Velas encendidas en los aledaños de la estación de Atocha recordando el aniversario de los atentados.

Víctor Sampedro Blanco

El discurso conspiranoico sobre el 11M presenta, como aquella masacre, una doble dimensión, internacional y doméstica. Ambas revelan que la desinformación había arraigado en 2004. Entonces, como ahora, genera una pseudorealidad paralela que encubre intereses espurios, sean geoestratégicos o electorales. Quien gobierna elude, así, rendir cuentas y se refugia en la mentira. Esta última perdura invisibilizando a las víctimas, suplantando su identidad y criminalizando al adversario en el frente bélico o político.

Los afectados del 11M encarnan a los caídos en las retaguardias del siglo XXI: mueren sin que nadie asuma responsabilidades. Se les minoriza, despersonaliza u oculta. Se manipulan las identidades de las víctimas y de los verdugos. De modo que ambas etiquetas, vaciadas de contenido, sirven para polarizar y embaucar a la opinión pública.

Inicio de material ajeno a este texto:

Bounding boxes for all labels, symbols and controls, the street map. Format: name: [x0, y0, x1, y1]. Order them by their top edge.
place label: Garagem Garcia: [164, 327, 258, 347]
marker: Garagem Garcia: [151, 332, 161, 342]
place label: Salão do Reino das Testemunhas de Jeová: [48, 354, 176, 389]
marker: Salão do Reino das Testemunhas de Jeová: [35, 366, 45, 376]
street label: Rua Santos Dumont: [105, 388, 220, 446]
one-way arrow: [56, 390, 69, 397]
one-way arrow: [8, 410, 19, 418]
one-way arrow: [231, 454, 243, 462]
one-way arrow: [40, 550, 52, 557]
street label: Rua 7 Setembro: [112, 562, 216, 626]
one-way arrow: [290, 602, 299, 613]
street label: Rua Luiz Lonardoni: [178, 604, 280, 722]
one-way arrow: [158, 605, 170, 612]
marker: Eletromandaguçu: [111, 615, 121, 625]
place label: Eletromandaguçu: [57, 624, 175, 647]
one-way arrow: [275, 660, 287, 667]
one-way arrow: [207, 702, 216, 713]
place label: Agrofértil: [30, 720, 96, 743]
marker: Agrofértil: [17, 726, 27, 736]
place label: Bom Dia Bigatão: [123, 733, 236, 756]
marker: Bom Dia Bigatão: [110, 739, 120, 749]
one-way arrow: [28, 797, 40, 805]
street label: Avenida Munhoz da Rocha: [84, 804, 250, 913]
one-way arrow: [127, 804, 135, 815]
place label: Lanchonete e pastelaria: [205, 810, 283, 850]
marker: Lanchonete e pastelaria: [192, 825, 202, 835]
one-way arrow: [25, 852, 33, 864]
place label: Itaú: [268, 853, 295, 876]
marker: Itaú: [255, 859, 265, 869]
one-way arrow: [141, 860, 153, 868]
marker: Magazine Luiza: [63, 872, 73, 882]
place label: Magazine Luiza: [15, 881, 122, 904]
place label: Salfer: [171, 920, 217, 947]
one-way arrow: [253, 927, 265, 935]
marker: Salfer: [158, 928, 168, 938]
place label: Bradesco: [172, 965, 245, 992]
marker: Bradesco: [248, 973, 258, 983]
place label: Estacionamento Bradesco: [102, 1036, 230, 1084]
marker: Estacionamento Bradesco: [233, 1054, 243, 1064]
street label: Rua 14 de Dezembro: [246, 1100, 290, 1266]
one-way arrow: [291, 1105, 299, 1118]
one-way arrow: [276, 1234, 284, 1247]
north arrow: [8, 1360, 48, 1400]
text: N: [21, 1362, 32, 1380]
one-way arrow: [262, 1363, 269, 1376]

La ocupación de Iraq en marzo de 2003 desencadenó un año después la masacre del 11M y anticipó las guerras que se justifican como antiterroristas. Terrorista es, indefectiblemente, el otro bando, convertido en una amenaza letal e invisible, enmascarada y mutante. Desde los atentados de las Torres Gemelas, las guerras son “eternas”: se prolongan sin un objetivo preestablecido ni un final anunciado. Y, cuando las calles se convierten en el frente, la violencia se ceba en los civiles más vulnerables. Quien explosiona un tren o les bombardea, los toma como rehenes y les expone a una muerte aleatoria, absurda y estéril. La que corresponde a los no uniformados y expatriados.

Los asesinados el 11M eran trabajadores, estudiantes y, en una gran parte, migrantes que carecían de documentos de residencia y no acudieron a los hospitales. Temían ser detenidos, antes que atendidos. Su invisibilidad y extracción social, así como la novedad de aquel homicidio masivo allanaron una campaña de desinformación precursora de las actuales. En 2004 surgió la hidra de la pseudoinformación (del griego pseudo, mentira) que nos acosa.

No es que escupa fake news (noticias falsas) sino que, más bien, inocula mentiras que toman la apariencia de noticia para ganar credibilidad. Quien las emite miente, porque, en lugar de informar verazmente, pretende persuadir: transmite propaganda encubierta y fraudulenta que no reconoce su propósito ni sus financiadores. Su implantación genera pseudocracia, el poder del mejor embaucador. Aplicado al caso que nos ocupa y según los sondeos, ese dominio se plasma en que alrededor de un tercio de los españoles aún cree que ETA participó en el 11-M. Y así lo sostienen la mitad de los votantes del PP.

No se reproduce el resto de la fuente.